Ferreiro de Deus

Um sereno girar de cabeça foi o suficiente para Cleber perceber o que lhe daria eterna simpatia e um misto de preocupação e alegria. Ele era um ferreiro que vivia por vezes sem dinheiro devido sua conduta de vida. Não se casara e nem tivera filhos. Já no alto de seus quarenta e tantos anos, estava sempre pronto para ajudar o faminto, o pobre. Não era necessário nada mais... O que significava ausência da vida social. O pouco dinheiro que recebia logo se acabava, pois não podia ver um pobre passando frio ou qualquer outra necessidade.
Trabalhava muitas vezes cansado e com o dobro de disposição para fazer alguns serviços extras a fim de auxiliar desconhecidos que lhe pediam cestas, comidas, roupas. Este era Cleber, o ferreiro simples e quase anônimo de uma cidadezinha em passado não muito distante, do país do verão o ano inteiro, quase tão presente quanto o calor de janeiro a janeiro...
Certa feita, deu-lhe vontade de manipular o metal seguindo suas vontades pela primeira vez. Nunca tentara aquilo, pois seu instrumento de trabalho era justamente os metais. De repente vieram-lhe algumas vontades diferentes, torcer e retorcer, dobrar e encolher, amassar e virar até que tomasse formas nunca antes feitas, numa velocidade impressionante que era de tirar o fôlego.
Logo apareceu uma ave bela, uma escultura de metal magnífica. Neste dia seu chefe chegou e a viu, mas quando percebeu que o material usado era dele, ralhou com Cleber e só não o despediu porque afinal era uma sobra de nada de outros serviços.
Assim, Cleber pensou... Vou recolher diversos metais nas ruas, assim poderei criar outras formas que vir à mente. Dias depois havia recolhido muita matéria prima e num final de semana que estava em casa, resolveu experimentar o que ele poderia fazer com todo aquele material. Fez diversas esculturas, uma nuvem tridimensional, um homem brincando com o seu cachorro, uma bela figueira, uma mulher grávida, um menino jogando bola entre outras coisas mais. Essas eram lindas, mas o que faria com as tais?!
Um amigo passando de frente à casa de Cleber ficou muito interessado nas obras e pediu uma escultura para decorar a loja que tinha, escolheu a ave, pois combinaria com o ambiente. Entretanto, quis pagar um valor, no que Cleber não queria receber.
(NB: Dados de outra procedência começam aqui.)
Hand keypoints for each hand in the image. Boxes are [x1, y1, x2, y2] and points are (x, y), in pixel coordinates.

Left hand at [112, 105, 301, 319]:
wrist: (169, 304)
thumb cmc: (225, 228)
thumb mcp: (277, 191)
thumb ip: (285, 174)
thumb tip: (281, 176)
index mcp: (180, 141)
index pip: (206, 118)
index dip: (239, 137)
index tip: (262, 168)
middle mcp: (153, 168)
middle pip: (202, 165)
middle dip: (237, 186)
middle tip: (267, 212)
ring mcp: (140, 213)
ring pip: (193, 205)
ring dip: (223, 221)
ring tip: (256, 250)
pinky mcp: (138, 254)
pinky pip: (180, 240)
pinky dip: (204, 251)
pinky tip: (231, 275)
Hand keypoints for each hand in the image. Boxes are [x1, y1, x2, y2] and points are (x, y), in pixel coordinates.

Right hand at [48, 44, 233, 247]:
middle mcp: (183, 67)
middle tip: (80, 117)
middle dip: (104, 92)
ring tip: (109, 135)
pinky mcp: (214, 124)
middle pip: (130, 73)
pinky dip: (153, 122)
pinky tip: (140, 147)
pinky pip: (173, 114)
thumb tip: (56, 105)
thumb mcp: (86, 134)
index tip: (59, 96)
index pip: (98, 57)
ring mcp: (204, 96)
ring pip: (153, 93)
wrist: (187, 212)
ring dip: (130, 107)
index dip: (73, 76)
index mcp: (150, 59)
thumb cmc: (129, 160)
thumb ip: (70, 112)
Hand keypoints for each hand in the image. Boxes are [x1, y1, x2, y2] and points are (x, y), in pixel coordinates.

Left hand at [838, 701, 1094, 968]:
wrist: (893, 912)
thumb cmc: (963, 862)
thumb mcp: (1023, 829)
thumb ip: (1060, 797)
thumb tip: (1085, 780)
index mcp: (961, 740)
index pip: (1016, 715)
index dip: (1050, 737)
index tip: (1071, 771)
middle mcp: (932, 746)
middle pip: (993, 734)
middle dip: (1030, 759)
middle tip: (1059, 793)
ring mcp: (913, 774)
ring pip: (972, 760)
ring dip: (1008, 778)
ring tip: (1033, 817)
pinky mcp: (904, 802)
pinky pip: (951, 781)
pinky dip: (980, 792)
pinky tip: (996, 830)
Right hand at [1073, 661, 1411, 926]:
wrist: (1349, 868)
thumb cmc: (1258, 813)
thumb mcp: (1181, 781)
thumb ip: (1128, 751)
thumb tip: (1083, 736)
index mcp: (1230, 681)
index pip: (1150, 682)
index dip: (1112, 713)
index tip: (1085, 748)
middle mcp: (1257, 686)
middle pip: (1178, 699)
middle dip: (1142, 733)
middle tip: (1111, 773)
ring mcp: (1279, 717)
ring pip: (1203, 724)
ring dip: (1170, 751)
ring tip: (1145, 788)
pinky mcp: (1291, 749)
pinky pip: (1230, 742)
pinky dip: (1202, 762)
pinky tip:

Mas de tanto insistir o ferreiro e agora escultor colocou um preço, embora não gostasse da ideia de receber por algo que lhe foi um prazer conceber. Contudo, ao receber a quantia estipulada, brilhou em sua mente uma ideia nunca antes pensada... “Por que não uso este dinheiro para auxiliar os carentes?” Deste momento em diante passou a esculpir peças de metal e a vendê-las, repassando o numerário aos necessitados.
Não foram raras às vezes que ele visitou aqueles que um dia receberam dele ou entregou o valor como um todo, a fim de que pudessem recomeçar de alguma forma. Passou assim, a ser conhecido com o “Sucateiro de Deus”. De dia trabalhava firme com a profissão de ferreiro.  No fim do dia e começo da noite, Cleber ia para seu ateliê improvisado e cheio de ferros retorcidos para criar suas esculturas e depois vendê-las. Viveu assim e não se arrependeu.
Não ganhou um centavo que fosse com a sua arte. O talento que tinha foi direcionado para ter paz e distribuir o pão do espírito e do corpo aos que ele auxiliava. Não ficou famoso, embora suas obras fossem belas e praticamente perfeitas. Continuou a ser o mesmo ferreiro de sempre, embora também artista e sorridente.
Aplicou a lição do mestre com muita precisão. Não sofreu grandes alterações. Não se mostrou ou foi reconhecido pelas pessoas, mas fez a diferença para várias pessoas que o tinham como anjo. Um anjo que esculpia! Quase uma divina utopia, mas na verdade uma verdadeira alegria!
Jesair Pedinte – 19.06.15, psicografado por Jerônimo Marques.